Piuttosto sappia che non mi sono dimenticato di lei, di tutto il lavoro e la
fatica che le costa badare, che dico
badare, curare questa parrocchia come se fosse una pianta preziosa. Ho pensato
di consentirle un periodo di riposo in
una nuova parrocchia, piccola certo che
le consenta un po' di riposo ma che sono certo lei saprà custodire, curare e
far crescere secondo la volontà divina. Ma adesso non parliamo più di queste
cose, entriamo in chiesa a compiere il sacrificio della santa messa, che è il
nostro compito e nostro dovere a cui con
umiltà ci accingiamo come figli devoti ed obbedienti della santa chiesa”.

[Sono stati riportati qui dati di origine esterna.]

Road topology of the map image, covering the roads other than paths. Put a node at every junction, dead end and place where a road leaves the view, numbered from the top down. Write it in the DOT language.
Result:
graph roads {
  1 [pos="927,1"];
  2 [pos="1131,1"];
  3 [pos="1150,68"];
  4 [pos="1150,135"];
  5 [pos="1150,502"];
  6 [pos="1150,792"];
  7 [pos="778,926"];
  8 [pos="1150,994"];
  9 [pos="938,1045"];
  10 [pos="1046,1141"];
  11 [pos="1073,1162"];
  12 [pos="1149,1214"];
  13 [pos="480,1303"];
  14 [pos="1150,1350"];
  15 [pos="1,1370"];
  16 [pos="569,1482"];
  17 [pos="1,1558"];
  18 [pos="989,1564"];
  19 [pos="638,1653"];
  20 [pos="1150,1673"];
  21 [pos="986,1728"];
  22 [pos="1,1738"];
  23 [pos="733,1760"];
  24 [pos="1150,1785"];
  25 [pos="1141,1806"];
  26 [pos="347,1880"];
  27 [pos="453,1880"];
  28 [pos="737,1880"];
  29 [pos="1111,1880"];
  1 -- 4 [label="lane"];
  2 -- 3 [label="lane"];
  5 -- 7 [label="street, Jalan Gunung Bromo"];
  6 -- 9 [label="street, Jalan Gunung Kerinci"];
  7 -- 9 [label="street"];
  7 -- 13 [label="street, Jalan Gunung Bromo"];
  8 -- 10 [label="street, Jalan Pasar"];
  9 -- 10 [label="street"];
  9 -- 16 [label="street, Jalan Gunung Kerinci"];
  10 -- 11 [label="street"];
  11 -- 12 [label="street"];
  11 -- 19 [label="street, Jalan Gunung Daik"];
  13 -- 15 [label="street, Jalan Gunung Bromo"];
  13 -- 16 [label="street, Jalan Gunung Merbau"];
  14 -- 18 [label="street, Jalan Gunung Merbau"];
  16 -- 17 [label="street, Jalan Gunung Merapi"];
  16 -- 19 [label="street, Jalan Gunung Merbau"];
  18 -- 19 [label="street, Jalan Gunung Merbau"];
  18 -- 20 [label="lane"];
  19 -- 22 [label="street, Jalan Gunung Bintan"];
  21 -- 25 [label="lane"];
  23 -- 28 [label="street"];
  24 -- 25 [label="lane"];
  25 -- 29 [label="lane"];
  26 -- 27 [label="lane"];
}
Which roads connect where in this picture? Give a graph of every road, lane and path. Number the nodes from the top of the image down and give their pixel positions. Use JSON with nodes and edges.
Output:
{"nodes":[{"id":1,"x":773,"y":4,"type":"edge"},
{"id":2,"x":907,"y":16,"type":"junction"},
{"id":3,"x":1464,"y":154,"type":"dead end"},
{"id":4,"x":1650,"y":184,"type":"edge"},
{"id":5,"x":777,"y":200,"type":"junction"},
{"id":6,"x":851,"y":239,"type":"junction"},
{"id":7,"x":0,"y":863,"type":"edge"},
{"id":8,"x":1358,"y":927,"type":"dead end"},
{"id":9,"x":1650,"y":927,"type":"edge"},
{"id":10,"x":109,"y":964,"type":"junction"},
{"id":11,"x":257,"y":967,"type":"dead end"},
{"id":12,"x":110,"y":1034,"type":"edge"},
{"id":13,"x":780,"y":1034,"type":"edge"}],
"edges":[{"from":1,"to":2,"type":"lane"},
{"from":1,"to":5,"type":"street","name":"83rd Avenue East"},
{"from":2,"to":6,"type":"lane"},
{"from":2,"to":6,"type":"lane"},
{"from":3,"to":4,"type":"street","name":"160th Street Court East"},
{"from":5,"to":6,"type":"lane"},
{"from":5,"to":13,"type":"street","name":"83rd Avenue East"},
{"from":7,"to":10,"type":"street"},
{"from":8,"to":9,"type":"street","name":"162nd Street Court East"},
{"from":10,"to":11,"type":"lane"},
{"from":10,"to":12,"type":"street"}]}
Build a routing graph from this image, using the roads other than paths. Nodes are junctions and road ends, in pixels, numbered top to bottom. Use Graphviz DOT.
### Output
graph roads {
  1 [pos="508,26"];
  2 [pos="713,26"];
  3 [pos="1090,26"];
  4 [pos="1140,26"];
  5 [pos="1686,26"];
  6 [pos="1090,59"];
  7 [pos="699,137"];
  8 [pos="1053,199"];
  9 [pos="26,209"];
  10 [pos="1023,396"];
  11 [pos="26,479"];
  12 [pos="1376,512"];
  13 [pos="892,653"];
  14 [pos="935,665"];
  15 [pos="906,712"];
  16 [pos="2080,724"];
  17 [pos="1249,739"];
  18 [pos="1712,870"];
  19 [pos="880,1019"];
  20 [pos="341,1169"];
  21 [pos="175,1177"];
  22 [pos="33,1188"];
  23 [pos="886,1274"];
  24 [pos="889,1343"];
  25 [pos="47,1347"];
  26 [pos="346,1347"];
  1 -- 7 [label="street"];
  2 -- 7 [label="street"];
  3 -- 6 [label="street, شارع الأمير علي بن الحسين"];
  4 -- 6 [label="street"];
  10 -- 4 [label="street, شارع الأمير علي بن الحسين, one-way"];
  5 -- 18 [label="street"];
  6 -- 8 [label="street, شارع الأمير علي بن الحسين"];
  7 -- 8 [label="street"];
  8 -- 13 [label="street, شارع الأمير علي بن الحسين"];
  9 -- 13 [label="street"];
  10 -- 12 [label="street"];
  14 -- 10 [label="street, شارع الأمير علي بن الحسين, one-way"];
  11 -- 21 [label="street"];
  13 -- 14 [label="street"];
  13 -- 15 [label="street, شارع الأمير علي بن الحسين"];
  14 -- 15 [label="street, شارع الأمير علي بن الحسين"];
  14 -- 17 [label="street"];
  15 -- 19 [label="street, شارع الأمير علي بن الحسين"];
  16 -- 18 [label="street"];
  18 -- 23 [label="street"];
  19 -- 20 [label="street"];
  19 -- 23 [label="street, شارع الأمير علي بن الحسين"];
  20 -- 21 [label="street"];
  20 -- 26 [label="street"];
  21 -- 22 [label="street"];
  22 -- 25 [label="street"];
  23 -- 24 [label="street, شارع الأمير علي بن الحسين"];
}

Di tanto in tanto arrivavano voci in paese, le portavano i
venditori ambulanti che facevano il mercatino settimanale nei diversi paesi.
C'era chi diceva che Fofò Incardona
faceva l'eremita in un posto sconosciuto, chi diceva di averlo incontrato
vestito con grande eleganza dato che si era messo a fare il santone di professione, che era
diventato ricco assai, che abitava in un palazzo di cinquanta stanze, ma
nessuno vide più Fofò Incardona in paese.